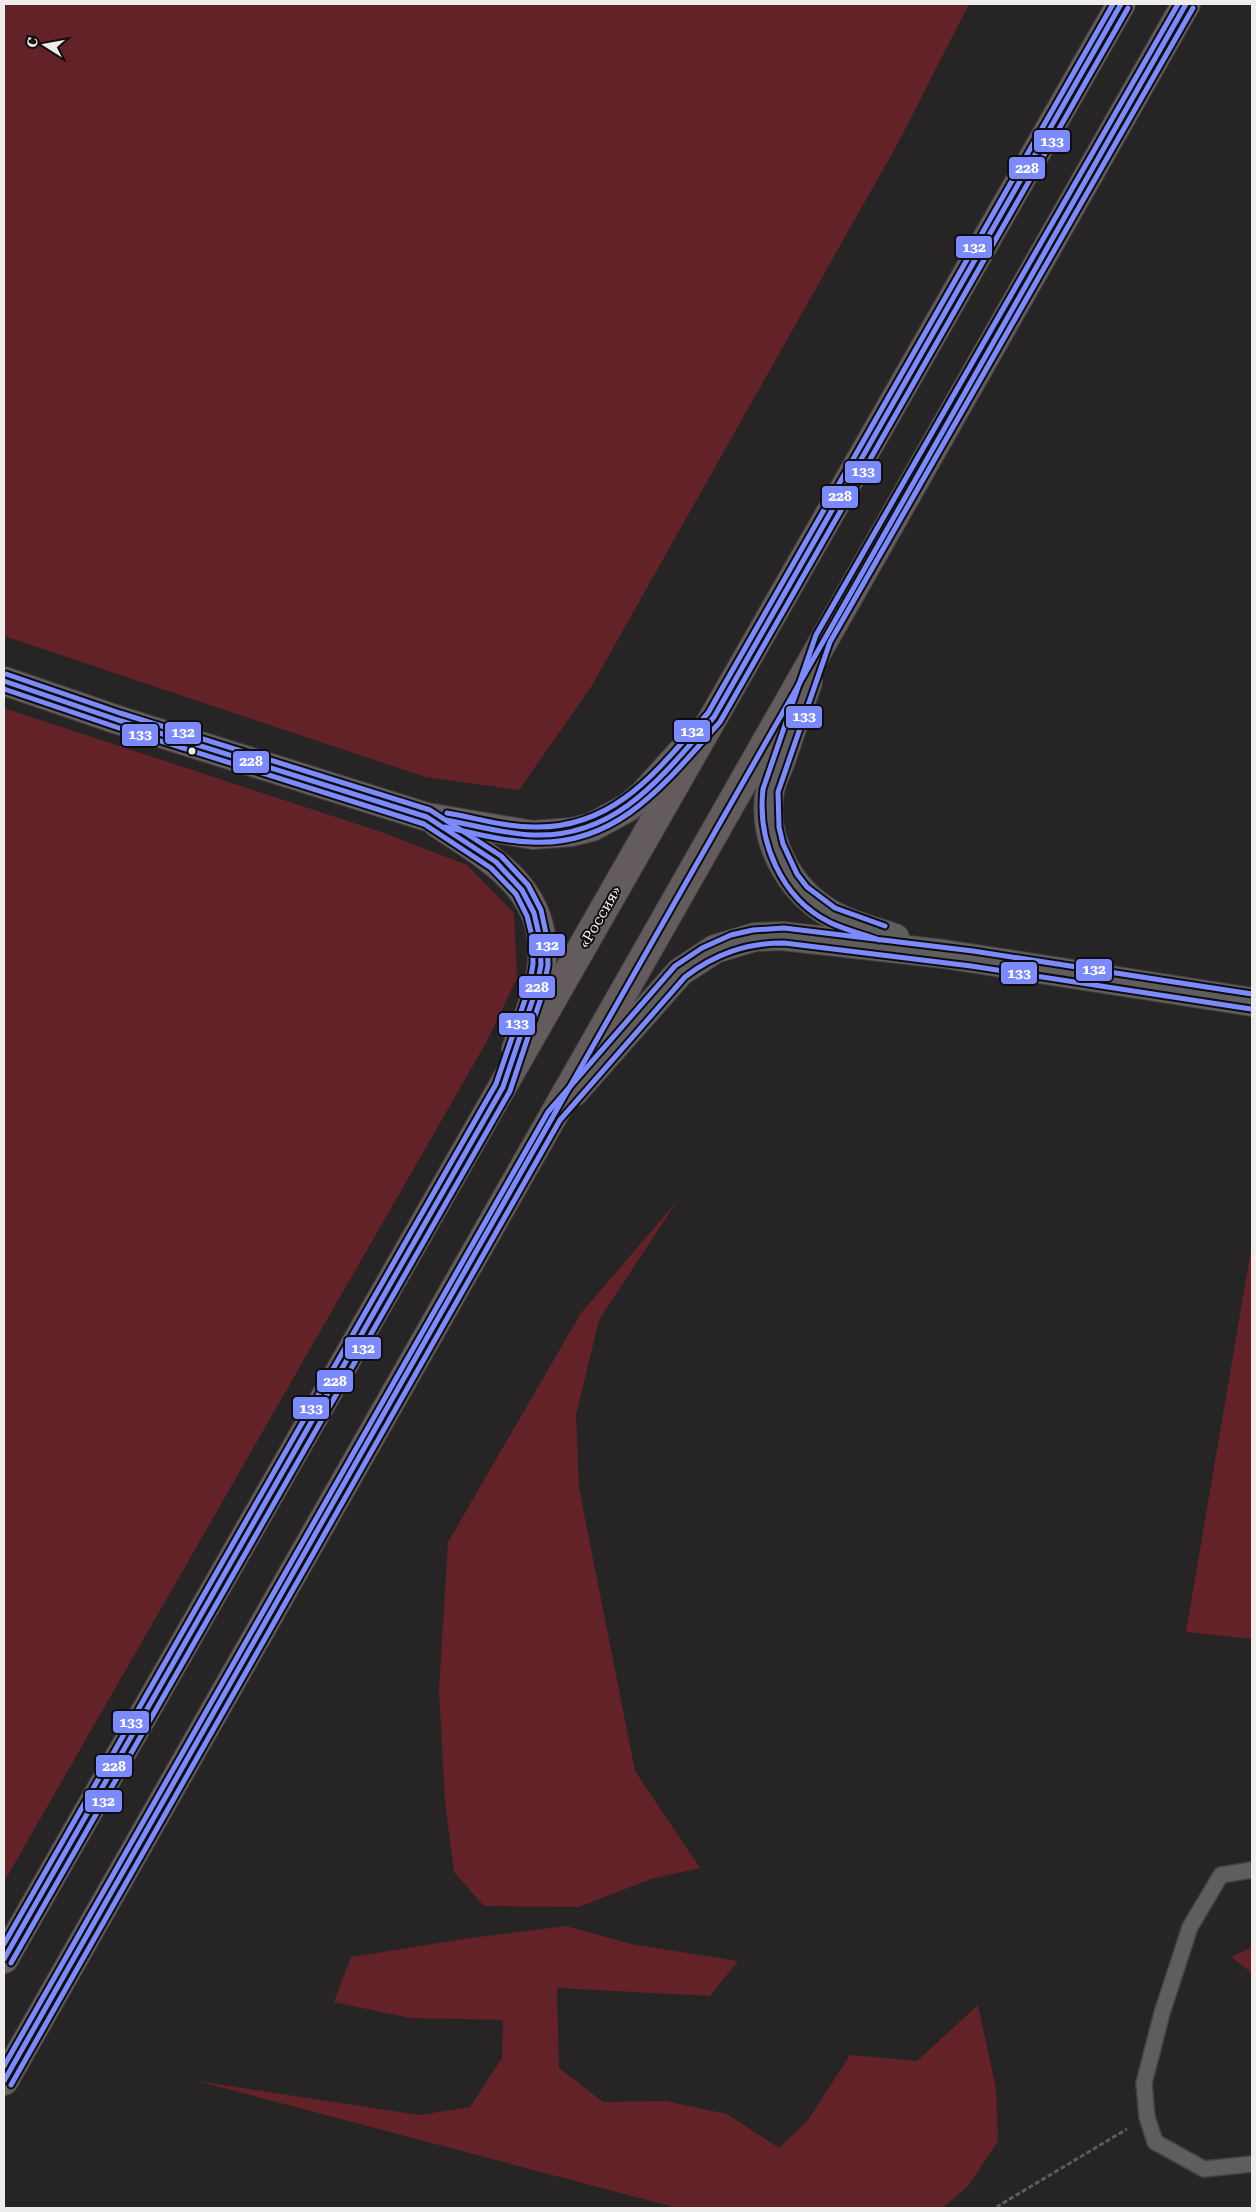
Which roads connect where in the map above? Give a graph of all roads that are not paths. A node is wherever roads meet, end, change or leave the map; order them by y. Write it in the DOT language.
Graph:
graph roads {
  1 [pos="1121,4"];
  2 [pos="1186,4"];
  3 [pos="823,639"];
  4 [pos="4,681"];
  5 [pos="714,717"];
  6 [pos="427,817"];
  7 [pos="944,954"];
  8 [pos="1252,1002"];
  9 [pos="503,1087"];
  10 [pos="554,1116"];
  11 [pos="1252,1870"];
  12 [pos="4,1959"];
  13 [pos="4,2082"];
  14 [pos="1252,2164"];
  1 -- 5 [label="highway, «Россия»"];
  2 -- 3 [label="highway"];
  3 -- 7 [label="main road"];
  3 -- 10 [label="highway"];
  4 -- 6 [label="main road"];
  5 -- 6 [label="main road"];
  5 -- 9 [label="highway, «Россия»"];
  6 -- 9 [label="main road"];
  7 -- 8 [label="main road"];
  7 -- 10 [label="main road"];
  9 -- 12 [label="highway, «Россия»"];
  10 -- 13 [label="highway"];
  11 -- 14 [label="lane"];
}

▸ **WHAT YOU NEED TO DO**
Repeat the records above verbatim, dropping the pictures.

▸ **REPLY**
Which roads connect where in the map above? Give a graph of all roads that are not paths. A node is wherever roads meet, end, change or leave the map; order them by y. Write it in the DOT language.
Graph:
graph roads {
  1 [pos="1121,4"];
  2 [pos="1186,4"];
  3 [pos="823,639"];
  4 [pos="4,681"];
  5 [pos="714,717"];
  6 [pos="427,817"];
  7 [pos="944,954"];
  8 [pos="1252,1002"];
  9 [pos="503,1087"];
  10 [pos="554,1116"];
  11 [pos="1252,1870"];
  12 [pos="4,1959"];
  13 [pos="4,2082"];
  14 [pos="1252,2164"];
  1 -- 5 [label="highway, «Россия»"];
  2 -- 3 [label="highway"];
  3 -- 7 [label="main road"];
  3 -- 10 [label="highway"];
  4 -- 6 [label="main road"];
  5 -- 6 [label="main road"];
  5 -- 9 [label="highway, «Россия»"];
  6 -- 9 [label="main road"];
  7 -- 8 [label="main road"];
  7 -- 10 [label="main road"];
  9 -- 12 [label="highway, «Россия»"];
  10 -- 13 [label="highway"];
  11 -- 14 [label="lane"];
}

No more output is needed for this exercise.